36Aviva submits it had good faith reasons for its denials. The evidence supports this. N.C. has failed to establish entitlement to a special award.
ORDER
37The application is dismissed. No amounts are owing and no interest is payable. The request for a special award is denied.
Released: October 13, 2020
Theresa McGee
Vice-Chair
Footnotes
- Ontario Regulation 34/10.
- As identified in the Case Conference Order of Adjudicator S. Driesel dated October 10, 2019.
- Superintendent’s Guideline No. 01/14.
- Statutory Accident Benefits Schedule — Effective September 1, 2010. O. Reg. 34/10, s. 18(2).
- Applicant’s Brief, Tab 14: Multidisciplinary Reports of Dr. Michael Ko dated September 5, 2019 (Physiatrist) and Dr. Jonathan Siegel dated September 4, 2019 (Psychologist).
- Applicant’s Brief, Tab 1: OCF-18 dated May 3, 2019 at p. 11.
- Applicant’s Brief, Tab 4: Chronic Pain Assessment Report dated June 24, 2019, at pp. 17-20.
- Applicant’s Brief, Tab 14: Multidisciplinary Reports of Dr. Michael Ko dated September 5, 2019 (Physiatrist) and Dr. Jonathan Siegel dated September 4, 2019 (Psychologist).
- Applicant’s Brief, Tab 6: Orthopaedic Surgeon Report of Dr. Jacqueline Auguste dated April 24, 2019 at p. 8.
- Respondent’s Brief, Tab 5: Dr. Toledano’s clinical notes and records dated January 10, 2015 to October 31, 2016.

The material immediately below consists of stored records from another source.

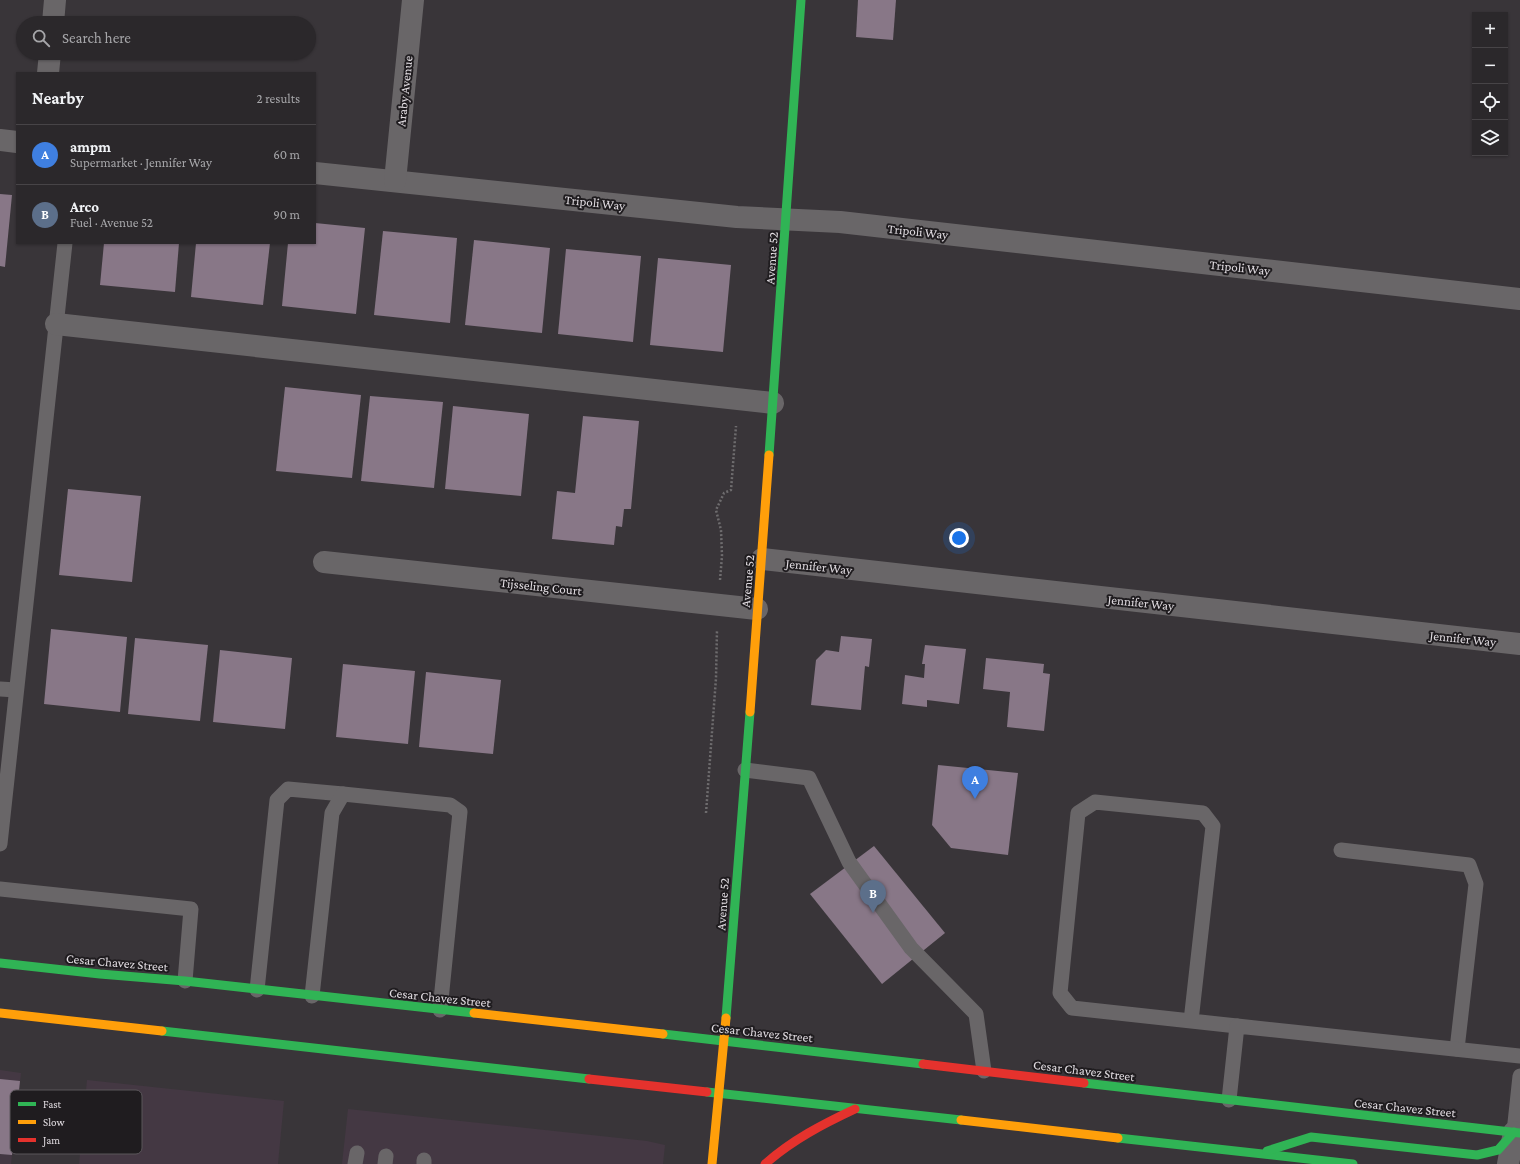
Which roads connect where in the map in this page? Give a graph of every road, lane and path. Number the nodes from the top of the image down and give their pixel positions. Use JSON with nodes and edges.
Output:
{"nodes":[{"id":1,"x":55,"y":0,"type":"edge"},
{"id":2,"x":413,"y":0,"type":"edge"},
{"id":3,"x":801,"y":0,"type":"edge"},
{"id":4,"x":54,"y":16,"type":"edge"},
{"id":5,"x":49,"y":60,"type":"edge"},
{"id":6,"x":48,"y":72,"type":"edge"},
{"id":7,"x":0,"y":140,"type":"edge"},
{"id":8,"x":16,"y":142,"type":"edge"},
{"id":9,"x":316,"y":173,"type":"edge"},
{"id":10,"x":395,"y":181,"type":"junction"},
{"id":11,"x":786,"y":220,"type":"junction"},
{"id":12,"x":65,"y":244,"type":"edge"},
{"id":13,"x":1520,"y":299,"type":"edge"},
{"id":14,"x":56,"y":324,"type":"junction"},
{"id":15,"x":773,"y":402,"type":"junction"},
{"id":16,"x":762,"y":559,"type":"junction"},
{"id":17,"x":324,"y":562,"type":"dead end"},
{"id":18,"x":758,"y":609,"type":"junction"},
{"id":19,"x":1520,"y":644,"type":"edge"},
{"id":20,"x":0,"y":689,"type":"edge"},
{"id":21,"x":16,"y":690,"type":"junction"},
{"id":22,"x":745,"y":770,"type":"junction"},
{"id":23,"x":343,"y":794,"type":"junction"},
{"id":24,"x":0,"y":844,"type":"edge"},
{"id":25,"x":1341,"y":850,"type":"dead end"},
{"id":26,"x":0,"y":888,"type":"edge"},
{"id":27,"x":0,"y":963,"type":"edge"},
{"id":28,"x":185,"y":981,"type":"junction"},
{"id":29,"x":257,"y":990,"type":"junction"},
{"id":30,"x":312,"y":996,"type":"junction"},
{"id":31,"x":440,"y":1010,"type":"junction"},
{"id":32,"x":0,"y":1013,"type":"edge"},
{"id":33,"x":1191,"y":1021,"type":"junction"},
{"id":34,"x":1237,"y":1026,"type":"junction"},
{"id":35,"x":724,"y":1041,"type":"junction"},
{"id":36,"x":1457,"y":1049,"type":"junction"},
{"id":37,"x":1520,"y":1056,"type":"edge"},
{"id":38,"x":984,"y":1071,"type":"junction"},
{"id":39,"x":1520,"y":1076,"type":"edge"},
{"id":40,"x":719,"y":1093,"type":"junction"},
{"id":41,"x":1229,"y":1100,"type":"junction"},
{"id":42,"x":856,"y":1108,"type":"junction"},
{"id":43,"x":1517,"y":1132,"type":"edge"},
{"id":44,"x":1258,"y":1153,"type":"junction"},
{"id":45,"x":712,"y":1164,"type":"edge"},
{"id":46,"x":765,"y":1164,"type":"edge"},
{"id":47,"x":1353,"y":1164,"type":"edge"},
{"id":48,"x":1508,"y":1164,"type":"edge"}],
"edges":[{"from":1,"to":4,"type":"street"},
{"from":2,"to":10,"type":"street","name":"Araby Avenue"},
{"from":3,"to":11,"type":"main road","name":"Avenue 52"},
{"from":5,"to":6,"type":"street"},
{"from":7,"to":8,"type":"street"},
{"from":9,"to":10,"type":"street","name":"Tripoli Way"},
{"from":10,"to":11,"type":"street","name":"Tripoli Way"},
{"from":11,"to":13,"type":"street","name":"Tripoli Way"},
{"from":11,"to":15,"type":"main road","name":"Avenue 52"},
{"from":12,"to":14,"type":"lane"},
{"from":14,"to":15,"type":"street"},
{"from":14,"to":21,"type":"lane"},
{"from":15,"to":16,"type":"main road","name":"Avenue 52"},
{"from":16,"to":18,"type":"main road","name":"Avenue 52"},
{"from":16,"to":19,"type":"street","name":"Jennifer Way"},
{"from":17,"to":18,"type":"street","name":"Tijsseling Court"},
{"from":18,"to":22,"type":"main road","name":"Avenue 52"},
{"from":20,"to":21,"type":"lane"},
{"from":21,"to":24,"type":"lane"},
{"from":22,"to":35,"type":"main road","name":"Avenue 52"},
{"from":22,"to":38,"type":"lane"},
{"from":23,"to":29,"type":"lane"},
{"from":23,"to":30,"type":"lane"},
{"from":23,"to":31,"type":"lane"},
{"from":25,"to":36,"type":"lane"},
{"from":26,"to":28,"type":"lane"},
{"from":27,"to":28,"type":"main road","name":"Cesar Chavez Street"},
{"from":28,"to":29,"type":"main road","name":"Cesar Chavez Street"},
{"from":29,"to":30,"type":"main road","name":"Cesar Chavez Street"},
{"from":30,"to":31,"type":"main road","name":"Cesar Chavez Street"},
{"from":31,"to":35,"type":"main road","name":"Cesar Chavez Street"},
{"from":32,"to":40,"type":"main road"},
{"from":33,"to":33,"type":"lane"},
{"from":33,"to":34,"type":"lane"},
{"from":34,"to":36,"type":"lane"},
{"from":34,"to":41,"type":"lane"},
{"from":35,"to":38,"type":"main road","name":"Cesar Chavez Street"},
{"from":35,"to":40,"type":"main road","name":"Avenue 52"},
{"from":36,"to":37,"type":"lane"},
{"from":38,"to":41,"type":"main road","name":"Cesar Chavez Street"},
{"from":39,"to":43,"type":"lane"},
{"from":40,"to":42,"type":"main road"},
{"from":40,"to":45,"type":"main road","name":"Avenue 52"},
{"from":41,"to":43,"type":"main road","name":"Cesar Chavez Street"},
{"from":42,"to":44,"type":"main road"},
{"from":42,"to":46,"type":"main road"},
{"from":43,"to":44,"type":"main road"},
{"from":43,"to":48,"type":"street"},
{"from":44,"to":47,"type":"main road"}]}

- Applicant’s Brief, Tab 16: Psychological Report of Dr. Tony Toneatto dated October 20, 2017.
- Applicant’s Brief: Tab 14: Multidisciplinary Reports of Dr. Michael Ko dated September 5, 2019 (Physiatrist) and Dr. Jonathan Siegel dated September 4, 2019 (Psychologist) at pp. 20-21.
- The Case Conference Order lists the amount in dispute as $2,285.00. The total amount claimed in the OCF-18 is $2,260.00. N.C. has incurred $2,285.00.
- The Case Conference Order lists the amount in dispute as $12,398.54. Aviva partially approved the plan for $3,093.04, leaving $9,359.50 in dispute.
- Applicant’s Brief, Tab 6: Orthopaedic Surgeon Report of Dr. Jacqueline Auguste dated April 24, 2019.
- Applicant’s Brief: Tab 14: Multidisciplinary Reports of Dr. Michael Ko dated September 5, 2019 (Physiatrist) and Dr. Jonathan Siegel dated September 4, 2019 (Psychologist).
- Applicant’s Brief, Tab 4: Chronic Pain Assessment Report dated June 24, 2019, at p. 20.